The National Transportation Safety Board is expected to issue a report next week on what caused the rupture in the 76-centimetre pipeline from Griffith, Ind., to Sarnia, Ont.
Barrett’s letter said the break happened on a day Enbridge was conducting the latest in a series of inspections, using a tool that was left inside the line until after it was restarted more than two months later.
Enbridge’s control centre in Edmonton was undertaking what was supposed to be a 10-hour shutdown of the pipe when the failure occurred around 6 p.m. EDT, setting off alarms, Barrett’s letter said. Instead of implementing procedures for dealing with emergencies and suspected leaks, operators left the line idle.
Around 4 a.m. on July 26, 2010, a different crew restarted the line and soon received alarms and troubling messages: Pressure at the Marshall pumping station wasn’t rising as expected and there was a significant imbalance between the volume of oil being pumped into the line and the volume it was delivering.
Still, personnel took no emergency actions and kept the oil flowing for an hour, sending more than 1.66 million litres of heavy crude into the pipe. After evaluating the situation they again started the line. Despite receiving more alarms, they injected nearly 920,000 additional litres over a half-hour before shutting it down again.
“By this time the prospects of a suspected leak had been openly discussed by various ... personnel, yet the Enbridge procedures for a suspected leak were not executed,” Barrett said.
At 11:18 a.m., nearly 17 hours after the failure, a natural gas worker with Consumers Energy notified Enbridge that oil had been spotted in a creek near Marshall. Only then did the control centre close remotely operated valves, isolating a 4.8-kilometre-long stretch of line that including the rupture.

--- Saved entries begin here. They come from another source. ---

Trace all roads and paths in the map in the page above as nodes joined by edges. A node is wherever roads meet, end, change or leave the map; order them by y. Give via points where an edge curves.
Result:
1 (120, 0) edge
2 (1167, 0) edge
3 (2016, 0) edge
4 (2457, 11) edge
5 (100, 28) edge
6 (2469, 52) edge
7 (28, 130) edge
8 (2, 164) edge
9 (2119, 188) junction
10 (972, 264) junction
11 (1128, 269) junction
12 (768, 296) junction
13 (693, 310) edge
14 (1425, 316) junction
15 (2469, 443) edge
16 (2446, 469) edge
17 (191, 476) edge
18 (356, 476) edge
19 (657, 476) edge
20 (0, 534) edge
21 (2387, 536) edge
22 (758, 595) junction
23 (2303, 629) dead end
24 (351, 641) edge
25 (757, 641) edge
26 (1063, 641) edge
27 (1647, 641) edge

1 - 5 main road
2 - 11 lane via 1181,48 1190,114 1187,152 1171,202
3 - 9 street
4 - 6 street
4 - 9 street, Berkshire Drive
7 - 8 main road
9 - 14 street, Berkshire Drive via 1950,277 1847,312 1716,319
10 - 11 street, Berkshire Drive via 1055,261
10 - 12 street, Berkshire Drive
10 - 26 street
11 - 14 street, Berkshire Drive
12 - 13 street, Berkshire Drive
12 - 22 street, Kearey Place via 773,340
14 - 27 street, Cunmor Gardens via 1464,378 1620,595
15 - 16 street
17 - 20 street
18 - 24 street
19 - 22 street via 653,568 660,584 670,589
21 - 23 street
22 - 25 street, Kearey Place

Outlining specific regulatory violations, Barrett said Enbridge inspections in 2004 had turned up corrosion problems along the weld seam of the pipe joint that eventually would fail. In 2005, “crack-like anomalies” were found on the same joint. No repairs were made. The agency assessed the largest portion of the penalty — $1 million — for that alleged failure.
Most of the other violations drew $100,000 penalties.
Despite the largest fine ever levied by PHMSA, the $3.7 million total is much less than what companies have paid out for other large spills. Officials have yet to determine the fine against BP PLC for Clean Water Act violations from the Gulf of Mexico spill, but they could range from $5.4 billion to $21.1 billion.
Anthony Swift, attorney for the Natural Resources Defence Council, said the pipeline agency lacks authority to impose meaningful punishment.
“With projects this big, a fine of less than $4 million becomes a minimal cost of doing business rather than a real motivator to follow safety standards,” Swift said.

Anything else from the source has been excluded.